A review of Resident 1's Minimum Data Set ([MDS] a resident assessment tool) dated 9/12/2025 indicated Resident 1's cognition was severely impaired, and Resident 1 was dependent on facility staff to complete his activities of daily living (ADL).
During a review of Resident 1's Admission Report (a report taken prior to Resident 1 arriving at the facility) dated 9/5/2025, the Admission Report indicated Resident 1 was conserved.
A review of Resident 1's Letter of Conservatorship dated 6/27/2025, which was found scanned in the "Miscellaneous" section of Resident 1's medical record, indicated the Los Angeles County Office of the Public Guardian, appointed a conservator of the person and estate of the named conservatee Resident 1, effective 6/11/2025.
A review of Resident 1's Physician's Order dated 11/6/2025 indicated Resident 1 could be discharged on 11/7/2025, per Resident 1's FM's request.
A review of Resident 1's Discharge Planning Review form dated 11/7/2025 indicated Resident 1's FM was contacted regarding Resident 1's discharge planning and Resident 1 was discharged to his FM's care, per the request of the FM.
During an interview on 11/25/2025 at 12:06 p.m., the Social Services Director (SSD) stated she was not aware Resident 1 had a conservator. The SSD stated if she had known Resident 1 had a conservator, she would have communicated with and included the conservator in the discussion regarding discharge plans for Resident 1. The SSD stated she learned Resident 1 had a Conservator when the Conservator called the facility on 11/18/2025 to inquire about Resident 1's status, she then checked Resident 1's medical record and found the conservatorship documents.
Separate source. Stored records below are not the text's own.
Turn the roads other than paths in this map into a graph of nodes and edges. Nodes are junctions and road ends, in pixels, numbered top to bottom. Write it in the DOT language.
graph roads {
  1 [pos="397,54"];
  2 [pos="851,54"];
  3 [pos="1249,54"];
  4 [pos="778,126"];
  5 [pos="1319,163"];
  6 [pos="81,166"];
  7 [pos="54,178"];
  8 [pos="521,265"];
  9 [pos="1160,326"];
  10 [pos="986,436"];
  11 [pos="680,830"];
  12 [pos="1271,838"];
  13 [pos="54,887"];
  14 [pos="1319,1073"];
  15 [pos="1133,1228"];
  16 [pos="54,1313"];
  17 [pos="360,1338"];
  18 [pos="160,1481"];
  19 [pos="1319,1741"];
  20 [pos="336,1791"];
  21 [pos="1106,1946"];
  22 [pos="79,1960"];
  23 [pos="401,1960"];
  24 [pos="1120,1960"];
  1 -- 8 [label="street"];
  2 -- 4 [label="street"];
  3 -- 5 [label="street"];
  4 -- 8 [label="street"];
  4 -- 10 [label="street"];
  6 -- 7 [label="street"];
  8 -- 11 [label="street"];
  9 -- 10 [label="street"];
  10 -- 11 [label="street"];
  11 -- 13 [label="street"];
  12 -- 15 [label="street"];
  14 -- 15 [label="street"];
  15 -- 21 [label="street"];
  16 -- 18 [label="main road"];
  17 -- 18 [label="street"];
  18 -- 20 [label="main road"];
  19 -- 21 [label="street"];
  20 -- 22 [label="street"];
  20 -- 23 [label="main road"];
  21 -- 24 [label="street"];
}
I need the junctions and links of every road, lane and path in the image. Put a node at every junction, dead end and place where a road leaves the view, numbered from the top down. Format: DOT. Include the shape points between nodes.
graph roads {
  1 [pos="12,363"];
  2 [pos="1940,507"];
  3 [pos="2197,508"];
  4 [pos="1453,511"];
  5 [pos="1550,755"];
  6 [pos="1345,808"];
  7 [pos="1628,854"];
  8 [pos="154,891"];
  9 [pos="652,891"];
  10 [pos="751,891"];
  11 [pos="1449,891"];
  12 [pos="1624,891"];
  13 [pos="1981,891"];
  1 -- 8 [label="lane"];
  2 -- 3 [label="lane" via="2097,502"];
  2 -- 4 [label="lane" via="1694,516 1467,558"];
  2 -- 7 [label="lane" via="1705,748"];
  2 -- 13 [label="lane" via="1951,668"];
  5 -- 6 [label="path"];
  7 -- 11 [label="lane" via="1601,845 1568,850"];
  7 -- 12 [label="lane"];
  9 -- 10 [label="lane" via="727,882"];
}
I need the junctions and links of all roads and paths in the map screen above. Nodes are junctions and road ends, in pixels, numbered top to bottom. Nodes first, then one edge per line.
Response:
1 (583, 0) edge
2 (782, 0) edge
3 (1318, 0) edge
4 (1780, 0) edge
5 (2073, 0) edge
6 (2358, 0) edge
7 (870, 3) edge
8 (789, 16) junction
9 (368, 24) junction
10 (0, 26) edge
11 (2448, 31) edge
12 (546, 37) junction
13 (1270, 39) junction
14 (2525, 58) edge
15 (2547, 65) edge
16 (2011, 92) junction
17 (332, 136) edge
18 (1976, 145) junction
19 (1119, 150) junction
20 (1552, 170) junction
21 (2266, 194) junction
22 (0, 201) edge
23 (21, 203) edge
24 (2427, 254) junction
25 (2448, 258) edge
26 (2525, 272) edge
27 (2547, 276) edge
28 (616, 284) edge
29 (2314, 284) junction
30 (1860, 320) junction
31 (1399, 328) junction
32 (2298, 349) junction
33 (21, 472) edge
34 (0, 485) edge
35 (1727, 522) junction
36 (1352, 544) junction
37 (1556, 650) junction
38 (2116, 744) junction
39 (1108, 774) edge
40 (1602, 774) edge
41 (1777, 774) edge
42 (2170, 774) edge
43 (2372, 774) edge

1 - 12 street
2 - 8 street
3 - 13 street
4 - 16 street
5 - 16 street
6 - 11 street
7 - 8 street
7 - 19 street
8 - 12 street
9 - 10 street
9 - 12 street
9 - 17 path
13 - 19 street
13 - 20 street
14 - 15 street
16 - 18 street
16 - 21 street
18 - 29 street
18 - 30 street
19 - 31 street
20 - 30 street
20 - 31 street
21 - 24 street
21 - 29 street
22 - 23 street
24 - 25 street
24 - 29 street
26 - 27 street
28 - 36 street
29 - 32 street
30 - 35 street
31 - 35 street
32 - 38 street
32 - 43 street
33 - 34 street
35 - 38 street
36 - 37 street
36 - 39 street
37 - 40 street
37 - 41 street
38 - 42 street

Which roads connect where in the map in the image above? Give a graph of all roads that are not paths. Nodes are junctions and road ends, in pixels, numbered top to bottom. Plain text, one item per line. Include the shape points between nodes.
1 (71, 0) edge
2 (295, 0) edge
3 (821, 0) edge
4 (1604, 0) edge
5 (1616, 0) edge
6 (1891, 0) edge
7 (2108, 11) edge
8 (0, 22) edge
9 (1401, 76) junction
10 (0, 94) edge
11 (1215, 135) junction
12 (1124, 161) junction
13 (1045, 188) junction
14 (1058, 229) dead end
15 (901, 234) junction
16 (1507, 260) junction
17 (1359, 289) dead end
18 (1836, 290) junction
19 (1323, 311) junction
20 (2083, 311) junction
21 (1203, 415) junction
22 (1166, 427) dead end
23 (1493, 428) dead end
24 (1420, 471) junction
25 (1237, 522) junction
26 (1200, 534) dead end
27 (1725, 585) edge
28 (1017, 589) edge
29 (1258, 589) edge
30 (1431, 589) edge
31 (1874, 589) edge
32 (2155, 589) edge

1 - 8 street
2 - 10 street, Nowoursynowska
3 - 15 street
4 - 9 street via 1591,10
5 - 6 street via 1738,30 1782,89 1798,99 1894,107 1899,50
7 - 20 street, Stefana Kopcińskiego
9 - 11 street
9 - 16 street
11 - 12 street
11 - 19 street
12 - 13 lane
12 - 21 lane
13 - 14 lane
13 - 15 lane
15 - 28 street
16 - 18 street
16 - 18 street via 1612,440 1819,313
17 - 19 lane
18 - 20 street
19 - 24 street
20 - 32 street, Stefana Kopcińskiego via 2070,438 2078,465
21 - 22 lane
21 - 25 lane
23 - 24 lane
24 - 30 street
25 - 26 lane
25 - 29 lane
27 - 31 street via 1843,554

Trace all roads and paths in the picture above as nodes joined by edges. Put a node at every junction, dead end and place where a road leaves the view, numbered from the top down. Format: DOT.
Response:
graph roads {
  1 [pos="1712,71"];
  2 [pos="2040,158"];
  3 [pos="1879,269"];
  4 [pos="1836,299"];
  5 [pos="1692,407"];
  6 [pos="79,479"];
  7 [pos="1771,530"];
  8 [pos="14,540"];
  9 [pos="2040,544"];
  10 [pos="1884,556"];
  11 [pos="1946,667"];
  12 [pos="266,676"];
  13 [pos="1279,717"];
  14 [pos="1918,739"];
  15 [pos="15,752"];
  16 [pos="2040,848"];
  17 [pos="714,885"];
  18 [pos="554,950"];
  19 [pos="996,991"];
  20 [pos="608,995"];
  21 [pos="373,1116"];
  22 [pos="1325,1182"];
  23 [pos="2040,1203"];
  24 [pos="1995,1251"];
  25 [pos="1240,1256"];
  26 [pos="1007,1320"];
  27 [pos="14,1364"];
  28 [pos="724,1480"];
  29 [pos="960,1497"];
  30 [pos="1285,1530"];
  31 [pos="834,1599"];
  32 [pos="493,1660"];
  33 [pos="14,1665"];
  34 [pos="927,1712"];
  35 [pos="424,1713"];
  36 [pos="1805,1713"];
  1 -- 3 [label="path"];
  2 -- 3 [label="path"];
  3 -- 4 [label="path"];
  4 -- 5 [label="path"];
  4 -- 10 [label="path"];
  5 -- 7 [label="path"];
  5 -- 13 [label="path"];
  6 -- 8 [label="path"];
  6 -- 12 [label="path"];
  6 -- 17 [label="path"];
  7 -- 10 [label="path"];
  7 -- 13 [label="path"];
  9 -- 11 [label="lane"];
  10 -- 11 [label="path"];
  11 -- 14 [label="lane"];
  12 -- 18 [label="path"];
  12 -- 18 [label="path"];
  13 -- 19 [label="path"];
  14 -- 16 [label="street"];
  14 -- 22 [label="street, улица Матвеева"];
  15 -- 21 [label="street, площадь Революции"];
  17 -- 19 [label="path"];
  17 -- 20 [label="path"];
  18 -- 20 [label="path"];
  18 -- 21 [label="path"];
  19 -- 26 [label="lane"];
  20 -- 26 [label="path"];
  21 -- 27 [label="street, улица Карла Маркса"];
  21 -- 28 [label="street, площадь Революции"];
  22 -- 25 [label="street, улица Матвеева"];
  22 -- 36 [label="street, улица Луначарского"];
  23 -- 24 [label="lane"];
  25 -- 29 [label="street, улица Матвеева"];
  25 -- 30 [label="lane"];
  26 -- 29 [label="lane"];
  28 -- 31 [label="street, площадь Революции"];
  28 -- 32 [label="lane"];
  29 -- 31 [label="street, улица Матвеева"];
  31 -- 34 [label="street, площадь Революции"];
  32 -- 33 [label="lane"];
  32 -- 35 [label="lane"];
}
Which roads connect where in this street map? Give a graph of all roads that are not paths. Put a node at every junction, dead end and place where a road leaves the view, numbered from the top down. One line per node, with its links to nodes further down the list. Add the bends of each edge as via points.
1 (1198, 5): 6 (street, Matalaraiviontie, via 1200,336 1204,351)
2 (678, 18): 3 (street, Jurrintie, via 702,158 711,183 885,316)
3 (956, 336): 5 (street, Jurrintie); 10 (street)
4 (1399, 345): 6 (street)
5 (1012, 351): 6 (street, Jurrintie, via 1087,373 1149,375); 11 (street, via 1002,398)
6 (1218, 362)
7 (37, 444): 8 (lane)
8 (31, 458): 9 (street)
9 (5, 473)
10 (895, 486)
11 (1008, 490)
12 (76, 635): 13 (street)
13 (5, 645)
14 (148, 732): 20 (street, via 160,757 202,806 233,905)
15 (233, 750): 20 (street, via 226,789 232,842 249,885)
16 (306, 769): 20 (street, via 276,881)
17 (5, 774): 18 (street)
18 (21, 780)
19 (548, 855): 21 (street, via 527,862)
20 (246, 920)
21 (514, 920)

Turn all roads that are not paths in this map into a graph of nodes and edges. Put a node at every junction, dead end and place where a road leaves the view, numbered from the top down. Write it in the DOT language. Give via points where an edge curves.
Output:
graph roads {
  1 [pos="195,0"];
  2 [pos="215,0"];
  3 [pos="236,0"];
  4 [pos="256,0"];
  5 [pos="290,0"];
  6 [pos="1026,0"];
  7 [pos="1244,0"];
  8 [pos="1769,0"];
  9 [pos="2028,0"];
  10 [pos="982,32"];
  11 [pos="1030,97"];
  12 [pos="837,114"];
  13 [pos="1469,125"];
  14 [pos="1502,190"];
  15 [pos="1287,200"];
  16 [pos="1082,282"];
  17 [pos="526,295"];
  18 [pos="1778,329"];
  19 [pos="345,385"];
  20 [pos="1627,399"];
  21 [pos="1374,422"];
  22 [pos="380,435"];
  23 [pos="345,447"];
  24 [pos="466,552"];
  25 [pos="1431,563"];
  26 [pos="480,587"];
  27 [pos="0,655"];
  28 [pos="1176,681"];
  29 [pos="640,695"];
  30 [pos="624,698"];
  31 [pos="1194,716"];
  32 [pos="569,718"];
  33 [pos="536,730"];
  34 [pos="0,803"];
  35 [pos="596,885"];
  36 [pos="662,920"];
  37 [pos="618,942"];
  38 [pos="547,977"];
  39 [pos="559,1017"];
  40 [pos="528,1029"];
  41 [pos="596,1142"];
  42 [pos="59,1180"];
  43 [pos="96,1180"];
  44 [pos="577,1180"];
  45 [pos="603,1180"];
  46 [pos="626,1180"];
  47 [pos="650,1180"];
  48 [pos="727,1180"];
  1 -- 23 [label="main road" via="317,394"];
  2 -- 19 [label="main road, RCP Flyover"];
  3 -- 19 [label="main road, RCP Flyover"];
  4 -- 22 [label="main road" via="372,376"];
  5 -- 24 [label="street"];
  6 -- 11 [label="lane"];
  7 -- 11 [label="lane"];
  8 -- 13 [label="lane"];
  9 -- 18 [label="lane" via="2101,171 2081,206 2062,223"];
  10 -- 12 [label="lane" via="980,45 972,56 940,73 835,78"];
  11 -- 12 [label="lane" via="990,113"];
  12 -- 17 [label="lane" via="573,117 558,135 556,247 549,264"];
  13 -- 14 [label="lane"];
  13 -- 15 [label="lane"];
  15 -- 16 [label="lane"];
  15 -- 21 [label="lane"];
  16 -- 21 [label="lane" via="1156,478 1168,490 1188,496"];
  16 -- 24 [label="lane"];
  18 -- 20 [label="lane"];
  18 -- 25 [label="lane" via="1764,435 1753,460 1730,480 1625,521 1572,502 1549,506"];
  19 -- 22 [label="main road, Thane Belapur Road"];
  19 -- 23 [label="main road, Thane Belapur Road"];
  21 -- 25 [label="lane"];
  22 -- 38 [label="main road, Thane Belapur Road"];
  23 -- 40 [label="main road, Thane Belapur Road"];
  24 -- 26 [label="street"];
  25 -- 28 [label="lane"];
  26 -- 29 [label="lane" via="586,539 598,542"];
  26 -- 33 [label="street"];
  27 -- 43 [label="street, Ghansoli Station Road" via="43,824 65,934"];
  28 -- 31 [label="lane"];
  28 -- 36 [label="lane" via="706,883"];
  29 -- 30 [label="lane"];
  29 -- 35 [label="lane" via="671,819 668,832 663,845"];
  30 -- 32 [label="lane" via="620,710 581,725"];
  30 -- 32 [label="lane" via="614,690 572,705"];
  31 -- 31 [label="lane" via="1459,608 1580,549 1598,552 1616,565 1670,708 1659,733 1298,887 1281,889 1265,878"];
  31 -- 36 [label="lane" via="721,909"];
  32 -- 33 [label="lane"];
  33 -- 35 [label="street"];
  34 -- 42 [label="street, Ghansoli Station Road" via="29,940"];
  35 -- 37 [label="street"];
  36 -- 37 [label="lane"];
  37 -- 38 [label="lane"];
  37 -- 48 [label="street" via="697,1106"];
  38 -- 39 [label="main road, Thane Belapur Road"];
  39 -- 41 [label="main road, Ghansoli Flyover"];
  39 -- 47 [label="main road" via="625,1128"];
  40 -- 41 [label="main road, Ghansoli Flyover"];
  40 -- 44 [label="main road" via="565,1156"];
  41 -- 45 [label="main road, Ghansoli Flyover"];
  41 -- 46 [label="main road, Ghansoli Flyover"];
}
During an interview on 11/25/2025 at 3:02 p.m., the Director of Nursing (DON) stated facility staff were unaware that Resident 1 had a conservator, apparently the conservator's documents were missed when Resident 1 was admitted to the facility (9/5/2025). The DON stated Resident 1's discharge planning should not have been discussed with Resident 1's FM and Resident 1 should not have been allowed to discharge from the facility with his FM without the Conservator's knowledge or permission.
A review of the facility's P/P titled "Discharge Planning" dated 7/2020 indicated if the IDT and the Attending Physician determine that the resident may be appropriate for discharge, Social Services Staff will coordinate the discussion of discharge with the IDT, the resident, and the RP.
The facility failed to:
1. Ensure Resident 1's RP, who was his Conservator, appointed by the Los Angeles County Office of the Public Guardian, was involved in the development of Resident 1's discharge plan to reflect Resident 1's discharge needs, goals, and treatment preferences.2. Ensure Resident 1, who was conserved, was not allowed to discharge from the facility in the custody of his FM, who was not designated as his RP.
3. Follow their P/P titled "Discharge Planning" dated 7/2020 that indicated if the IDT and the Attending Physician determine that the resident may be appropriate for discharge, Social Services Staff will coordinate the discussion of discharge with the IDT, the resident, and the RP.
These deficient practices resulted in Resident 1 being inappropriately discharged from the facility with his FM, who was not Resident 1's Conservator and placed Resident 1 at risk for decline in health and non-continuity of care.
These violations, jointly, separately or in any combination, had a direct or immediate relationship to the health, safety, or security and welfare of residents in the facility.